Debugging GitHub Actions workflows effectively 🚀

Debugging GitHub Actions workflows effectively 🚀

Debug and troubleshoot your failing GitHub Actions workflows easily and effectively using some new tools & tricks!

While I was working on re-engineering the CI/CD pipelines for SciPy last year, I got an opportunity to work with GitHub Actions. GitHub Actions is GitHub’s in-house CI/CD service that has hopefully managed to convince a lot of project maintainers and developers to shift from external CI/CD services (like TravisCI) to GitHub Actions in the hope of a central service that can build, test and deploy.

However, unlike other CI/CD services (like CircleCI), which feature a proper debug mechanism using a CLI and SSH mechanism, GitHub Actions, unfortunately, does not offer any debug tool to make sense of failing workflows. It often leads developers to commit multiple times, to trigger and re-trigger the CI/CD workflows to ensure a green tick beside their commit. The requirement for effective debugging GitHub Actions workflows got me into a rabbit hole.

A meme showing two panels. In the top one, a man says 'Life is good' while pointing at the camera. In the bottom panel, the same man smiles and says 'But it can be better'. On the top portion, we see the logos of CircleCI, TravisCI and AppVeyor. On the bottom portion, we see the logo of GitHub Actions.

The best part about using GitHub Actions is the availability of the GitHub API, which we can use from our workflows themselves. GitHub Actions also features a vibrant marketplace with applications centered around making the usage of GitHub Actions more straightforward for developers. It made more sense that someone must have already figured this out, and I found not one or two but multiple solutions altogether!

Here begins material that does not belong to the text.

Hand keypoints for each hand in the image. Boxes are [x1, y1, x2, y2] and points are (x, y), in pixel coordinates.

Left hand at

In this blog, we will explore a few ways through which you can debug your GitHub Actions workflows effectively. Some of these ways have been battle-tested (while debugging workflows for many projects), while some are new for me to try out and get started with!

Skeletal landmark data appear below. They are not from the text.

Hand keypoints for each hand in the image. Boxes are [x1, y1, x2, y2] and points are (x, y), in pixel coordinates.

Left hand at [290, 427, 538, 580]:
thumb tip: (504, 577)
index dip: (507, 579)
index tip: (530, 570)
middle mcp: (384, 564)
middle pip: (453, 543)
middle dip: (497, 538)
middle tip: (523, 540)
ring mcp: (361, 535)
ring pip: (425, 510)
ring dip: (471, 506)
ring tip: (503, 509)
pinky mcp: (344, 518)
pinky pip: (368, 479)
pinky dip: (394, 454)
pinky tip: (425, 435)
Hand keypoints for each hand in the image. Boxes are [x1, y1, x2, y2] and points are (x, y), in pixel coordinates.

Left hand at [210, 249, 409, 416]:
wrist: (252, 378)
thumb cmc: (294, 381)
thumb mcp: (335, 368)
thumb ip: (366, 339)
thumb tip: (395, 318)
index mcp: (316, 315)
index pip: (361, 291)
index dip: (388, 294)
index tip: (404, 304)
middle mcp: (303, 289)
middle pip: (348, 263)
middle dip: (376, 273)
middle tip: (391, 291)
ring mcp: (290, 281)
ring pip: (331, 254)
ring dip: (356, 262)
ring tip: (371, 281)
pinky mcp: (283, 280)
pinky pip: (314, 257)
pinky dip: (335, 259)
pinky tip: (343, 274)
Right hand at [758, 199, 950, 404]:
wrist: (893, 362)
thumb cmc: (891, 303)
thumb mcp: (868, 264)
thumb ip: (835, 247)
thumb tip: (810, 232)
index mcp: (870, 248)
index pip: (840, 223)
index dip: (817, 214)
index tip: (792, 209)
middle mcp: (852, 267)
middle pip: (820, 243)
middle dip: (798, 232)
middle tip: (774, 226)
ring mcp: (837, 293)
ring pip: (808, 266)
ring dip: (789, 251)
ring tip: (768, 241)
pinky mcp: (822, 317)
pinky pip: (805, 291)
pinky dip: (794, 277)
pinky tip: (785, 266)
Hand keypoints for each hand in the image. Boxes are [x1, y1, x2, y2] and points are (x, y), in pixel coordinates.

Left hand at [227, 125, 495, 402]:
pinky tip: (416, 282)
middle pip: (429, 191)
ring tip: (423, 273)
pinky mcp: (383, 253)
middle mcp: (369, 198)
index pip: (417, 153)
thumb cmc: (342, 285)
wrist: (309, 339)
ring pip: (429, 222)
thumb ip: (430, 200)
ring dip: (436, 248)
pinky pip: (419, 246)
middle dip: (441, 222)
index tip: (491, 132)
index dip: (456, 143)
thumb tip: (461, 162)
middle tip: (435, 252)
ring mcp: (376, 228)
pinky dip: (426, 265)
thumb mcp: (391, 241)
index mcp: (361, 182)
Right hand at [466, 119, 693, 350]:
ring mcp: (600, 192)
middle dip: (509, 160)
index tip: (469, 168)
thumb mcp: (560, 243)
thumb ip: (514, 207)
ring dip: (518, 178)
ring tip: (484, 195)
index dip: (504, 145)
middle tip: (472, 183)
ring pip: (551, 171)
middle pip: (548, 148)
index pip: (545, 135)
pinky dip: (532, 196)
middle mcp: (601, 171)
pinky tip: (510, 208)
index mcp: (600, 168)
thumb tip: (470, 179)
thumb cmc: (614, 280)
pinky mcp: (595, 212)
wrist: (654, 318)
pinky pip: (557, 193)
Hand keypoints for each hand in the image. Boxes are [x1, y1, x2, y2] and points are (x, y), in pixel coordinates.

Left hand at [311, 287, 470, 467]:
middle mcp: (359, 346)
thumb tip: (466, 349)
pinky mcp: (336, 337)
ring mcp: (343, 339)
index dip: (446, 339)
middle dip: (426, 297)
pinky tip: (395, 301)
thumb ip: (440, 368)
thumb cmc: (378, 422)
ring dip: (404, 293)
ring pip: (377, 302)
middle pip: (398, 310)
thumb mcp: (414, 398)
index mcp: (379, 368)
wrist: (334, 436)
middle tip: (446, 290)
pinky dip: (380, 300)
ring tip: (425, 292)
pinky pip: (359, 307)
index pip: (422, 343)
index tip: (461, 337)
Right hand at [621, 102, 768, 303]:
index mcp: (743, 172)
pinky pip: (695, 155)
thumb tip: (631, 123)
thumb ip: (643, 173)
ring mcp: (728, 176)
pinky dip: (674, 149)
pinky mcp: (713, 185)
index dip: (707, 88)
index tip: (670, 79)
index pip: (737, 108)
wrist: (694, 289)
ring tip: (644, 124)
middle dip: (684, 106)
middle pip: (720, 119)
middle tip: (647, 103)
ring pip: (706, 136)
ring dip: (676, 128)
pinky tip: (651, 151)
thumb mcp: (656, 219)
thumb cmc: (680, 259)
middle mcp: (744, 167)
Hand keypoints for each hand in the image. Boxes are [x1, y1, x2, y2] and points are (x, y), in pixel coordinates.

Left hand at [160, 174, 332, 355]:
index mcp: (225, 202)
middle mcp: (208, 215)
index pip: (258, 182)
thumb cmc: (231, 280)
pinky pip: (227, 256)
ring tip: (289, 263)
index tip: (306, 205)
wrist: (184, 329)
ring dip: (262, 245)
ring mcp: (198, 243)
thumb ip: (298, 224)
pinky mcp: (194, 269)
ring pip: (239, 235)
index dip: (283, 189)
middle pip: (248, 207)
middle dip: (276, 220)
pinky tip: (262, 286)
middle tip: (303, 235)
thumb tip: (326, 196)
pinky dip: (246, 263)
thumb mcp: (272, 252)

Creating a GitHub Actions workflow

I would be using a simple Flask application with a single API endpoint that returns a Hello World message to get started. I have also added a test for it to ensure we can install all the dependencies and run the tests on a CI pipeline along with some linting using Flake8. The most basic workflow for testing our application is similar to the following:

# Path: .github/workflows/ci.yml

name: Flask CI

on:
  push:
    branches:
      - master
  pull_request:
    branches:
      - master

jobs:
  build:
    runs-on: ubuntu-latest

    steps:

      - uses: actions/checkout@v2

      - name: Setup Python 3.8
        uses: actions/setup-python@v2
        with:
          python-version: 3.8

      - name: Install dependencies
        run: |
          python -m pip install --upgrade pip
          pip install -r requirements.txt

      - name: Run tests
        run: |
          python -m pytest

      - name: Run Flake8
        run: |
          pip install flake8
          flake8 .

Workflows are written in YAML, which is then committed as part of the repository inside the project's .github/workflows directory. As soon as the code gets pushed, GitHub will detect the workflows that need to be triggered and processed as per the instructions they contain.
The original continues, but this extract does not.